--- What the task asks ---
Whenever the string "Alind" turns up in a line of the data below, copy that line.

--- Provided material ---
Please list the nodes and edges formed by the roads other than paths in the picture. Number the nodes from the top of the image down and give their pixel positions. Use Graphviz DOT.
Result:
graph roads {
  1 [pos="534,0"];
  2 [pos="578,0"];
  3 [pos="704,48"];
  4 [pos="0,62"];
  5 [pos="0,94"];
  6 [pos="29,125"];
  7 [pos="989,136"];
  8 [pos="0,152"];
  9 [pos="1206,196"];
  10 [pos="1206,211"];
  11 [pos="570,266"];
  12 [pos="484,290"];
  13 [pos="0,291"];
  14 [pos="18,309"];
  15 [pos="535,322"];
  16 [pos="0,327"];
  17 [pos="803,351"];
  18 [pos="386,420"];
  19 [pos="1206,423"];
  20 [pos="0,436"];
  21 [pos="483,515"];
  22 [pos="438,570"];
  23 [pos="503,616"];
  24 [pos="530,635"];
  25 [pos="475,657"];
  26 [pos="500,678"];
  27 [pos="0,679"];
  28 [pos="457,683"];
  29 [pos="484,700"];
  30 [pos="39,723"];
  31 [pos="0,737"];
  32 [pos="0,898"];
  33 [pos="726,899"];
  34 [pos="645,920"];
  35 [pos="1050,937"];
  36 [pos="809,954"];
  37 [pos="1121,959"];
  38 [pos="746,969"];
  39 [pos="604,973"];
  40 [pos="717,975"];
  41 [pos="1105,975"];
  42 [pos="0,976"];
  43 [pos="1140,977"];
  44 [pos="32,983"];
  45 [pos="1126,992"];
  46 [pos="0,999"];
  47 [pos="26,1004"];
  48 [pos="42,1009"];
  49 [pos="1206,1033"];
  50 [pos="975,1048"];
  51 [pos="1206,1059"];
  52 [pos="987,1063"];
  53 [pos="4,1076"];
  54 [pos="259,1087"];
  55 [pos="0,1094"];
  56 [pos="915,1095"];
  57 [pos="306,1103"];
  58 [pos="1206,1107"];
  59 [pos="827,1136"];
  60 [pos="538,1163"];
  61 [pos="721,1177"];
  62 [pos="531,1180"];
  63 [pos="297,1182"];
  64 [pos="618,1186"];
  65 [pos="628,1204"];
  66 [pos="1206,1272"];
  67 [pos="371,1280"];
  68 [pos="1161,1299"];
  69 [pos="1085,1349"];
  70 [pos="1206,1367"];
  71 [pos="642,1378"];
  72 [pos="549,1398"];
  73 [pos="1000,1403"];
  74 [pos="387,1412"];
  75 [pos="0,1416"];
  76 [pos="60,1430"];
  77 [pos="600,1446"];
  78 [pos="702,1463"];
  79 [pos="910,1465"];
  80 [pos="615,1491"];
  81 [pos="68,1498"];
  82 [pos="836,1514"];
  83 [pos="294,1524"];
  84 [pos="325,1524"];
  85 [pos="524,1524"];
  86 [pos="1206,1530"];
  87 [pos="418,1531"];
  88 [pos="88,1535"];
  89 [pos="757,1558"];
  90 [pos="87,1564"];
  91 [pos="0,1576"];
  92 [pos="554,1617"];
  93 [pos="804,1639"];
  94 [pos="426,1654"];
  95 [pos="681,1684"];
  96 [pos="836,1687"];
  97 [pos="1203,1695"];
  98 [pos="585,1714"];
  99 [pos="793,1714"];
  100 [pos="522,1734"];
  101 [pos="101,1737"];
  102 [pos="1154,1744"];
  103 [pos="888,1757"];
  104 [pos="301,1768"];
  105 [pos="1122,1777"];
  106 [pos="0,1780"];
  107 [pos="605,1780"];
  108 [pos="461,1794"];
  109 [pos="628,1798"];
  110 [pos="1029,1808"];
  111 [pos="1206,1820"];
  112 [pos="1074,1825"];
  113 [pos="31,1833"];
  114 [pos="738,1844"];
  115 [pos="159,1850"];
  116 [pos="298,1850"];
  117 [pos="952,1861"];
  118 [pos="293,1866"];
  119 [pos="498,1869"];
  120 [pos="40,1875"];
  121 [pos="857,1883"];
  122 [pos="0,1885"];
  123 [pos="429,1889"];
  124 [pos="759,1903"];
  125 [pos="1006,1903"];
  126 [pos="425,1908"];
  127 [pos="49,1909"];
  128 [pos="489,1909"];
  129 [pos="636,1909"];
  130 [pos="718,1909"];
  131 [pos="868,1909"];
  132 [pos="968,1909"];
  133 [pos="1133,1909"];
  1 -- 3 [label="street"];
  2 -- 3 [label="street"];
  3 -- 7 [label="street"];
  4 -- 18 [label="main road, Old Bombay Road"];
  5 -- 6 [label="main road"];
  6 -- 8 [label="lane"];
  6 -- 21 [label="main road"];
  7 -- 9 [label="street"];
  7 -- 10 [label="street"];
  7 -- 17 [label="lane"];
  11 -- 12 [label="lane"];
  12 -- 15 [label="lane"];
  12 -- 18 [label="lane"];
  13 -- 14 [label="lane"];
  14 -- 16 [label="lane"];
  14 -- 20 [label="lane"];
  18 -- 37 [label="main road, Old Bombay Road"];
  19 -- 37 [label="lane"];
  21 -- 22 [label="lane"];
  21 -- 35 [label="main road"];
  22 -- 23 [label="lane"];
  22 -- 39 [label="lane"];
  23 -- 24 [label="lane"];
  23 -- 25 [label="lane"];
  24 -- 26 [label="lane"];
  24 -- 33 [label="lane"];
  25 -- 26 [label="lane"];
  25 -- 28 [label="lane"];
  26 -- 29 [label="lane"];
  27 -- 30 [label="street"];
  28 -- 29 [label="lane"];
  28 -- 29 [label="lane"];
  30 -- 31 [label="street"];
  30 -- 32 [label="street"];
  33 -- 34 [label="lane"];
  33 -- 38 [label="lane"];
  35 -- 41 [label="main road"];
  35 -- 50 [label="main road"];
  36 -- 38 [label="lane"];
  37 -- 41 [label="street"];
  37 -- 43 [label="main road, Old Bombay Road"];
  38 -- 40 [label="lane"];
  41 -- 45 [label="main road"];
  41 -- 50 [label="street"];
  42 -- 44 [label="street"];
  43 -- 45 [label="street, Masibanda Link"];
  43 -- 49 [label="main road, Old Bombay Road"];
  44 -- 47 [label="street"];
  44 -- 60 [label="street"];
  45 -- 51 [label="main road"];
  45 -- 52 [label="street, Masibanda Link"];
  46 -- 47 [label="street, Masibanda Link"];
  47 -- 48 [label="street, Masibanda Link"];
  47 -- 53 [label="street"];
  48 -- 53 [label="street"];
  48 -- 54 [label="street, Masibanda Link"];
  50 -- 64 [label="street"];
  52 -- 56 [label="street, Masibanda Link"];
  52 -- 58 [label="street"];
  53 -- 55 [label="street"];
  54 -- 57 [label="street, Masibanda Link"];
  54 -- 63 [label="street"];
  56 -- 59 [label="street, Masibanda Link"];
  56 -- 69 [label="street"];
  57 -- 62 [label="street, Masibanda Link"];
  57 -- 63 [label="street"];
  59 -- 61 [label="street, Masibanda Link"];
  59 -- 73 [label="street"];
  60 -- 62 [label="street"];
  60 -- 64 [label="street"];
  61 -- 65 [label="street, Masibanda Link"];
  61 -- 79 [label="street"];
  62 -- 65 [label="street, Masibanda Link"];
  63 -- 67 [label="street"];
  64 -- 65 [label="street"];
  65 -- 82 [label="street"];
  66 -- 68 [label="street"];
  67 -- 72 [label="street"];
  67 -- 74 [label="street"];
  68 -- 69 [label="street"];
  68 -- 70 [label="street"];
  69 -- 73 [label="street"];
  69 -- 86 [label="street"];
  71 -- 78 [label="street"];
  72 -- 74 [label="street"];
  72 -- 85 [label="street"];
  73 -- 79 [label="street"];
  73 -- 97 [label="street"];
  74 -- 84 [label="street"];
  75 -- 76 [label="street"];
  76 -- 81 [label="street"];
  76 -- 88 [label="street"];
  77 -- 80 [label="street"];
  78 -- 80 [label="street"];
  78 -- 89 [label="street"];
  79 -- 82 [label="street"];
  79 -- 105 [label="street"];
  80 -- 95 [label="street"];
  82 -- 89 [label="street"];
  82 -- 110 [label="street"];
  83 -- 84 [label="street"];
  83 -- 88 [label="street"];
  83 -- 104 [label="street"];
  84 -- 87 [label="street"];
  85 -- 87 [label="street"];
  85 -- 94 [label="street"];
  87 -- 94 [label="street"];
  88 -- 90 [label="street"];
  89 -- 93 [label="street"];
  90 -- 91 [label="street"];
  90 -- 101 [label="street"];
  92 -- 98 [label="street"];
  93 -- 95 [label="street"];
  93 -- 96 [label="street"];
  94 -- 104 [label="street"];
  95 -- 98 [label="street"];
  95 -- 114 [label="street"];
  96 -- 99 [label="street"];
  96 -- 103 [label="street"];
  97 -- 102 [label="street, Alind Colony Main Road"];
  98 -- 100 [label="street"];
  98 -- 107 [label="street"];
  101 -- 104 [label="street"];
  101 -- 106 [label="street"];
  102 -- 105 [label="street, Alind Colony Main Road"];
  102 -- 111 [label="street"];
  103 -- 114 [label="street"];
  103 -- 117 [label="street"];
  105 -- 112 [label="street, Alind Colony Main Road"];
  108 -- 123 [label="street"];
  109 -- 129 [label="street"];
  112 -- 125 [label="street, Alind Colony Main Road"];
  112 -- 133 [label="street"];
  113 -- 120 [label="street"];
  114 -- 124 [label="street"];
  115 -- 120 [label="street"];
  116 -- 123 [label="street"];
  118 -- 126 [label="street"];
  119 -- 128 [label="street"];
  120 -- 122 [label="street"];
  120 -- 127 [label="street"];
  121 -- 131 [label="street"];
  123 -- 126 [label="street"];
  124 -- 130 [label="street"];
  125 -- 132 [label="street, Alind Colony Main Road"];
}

--- Answer box ---
  97 -- 102 [label="street, Alind Colony Main Road"];
  102 -- 105 [label="street, Alind Colony Main Road"];
  105 -- 112 [label="street, Alind Colony Main Road"];
  112 -- 125 [label="street, Alind Colony Main Road"];
  125 -- 132 [label="street, Alind Colony Main Road"];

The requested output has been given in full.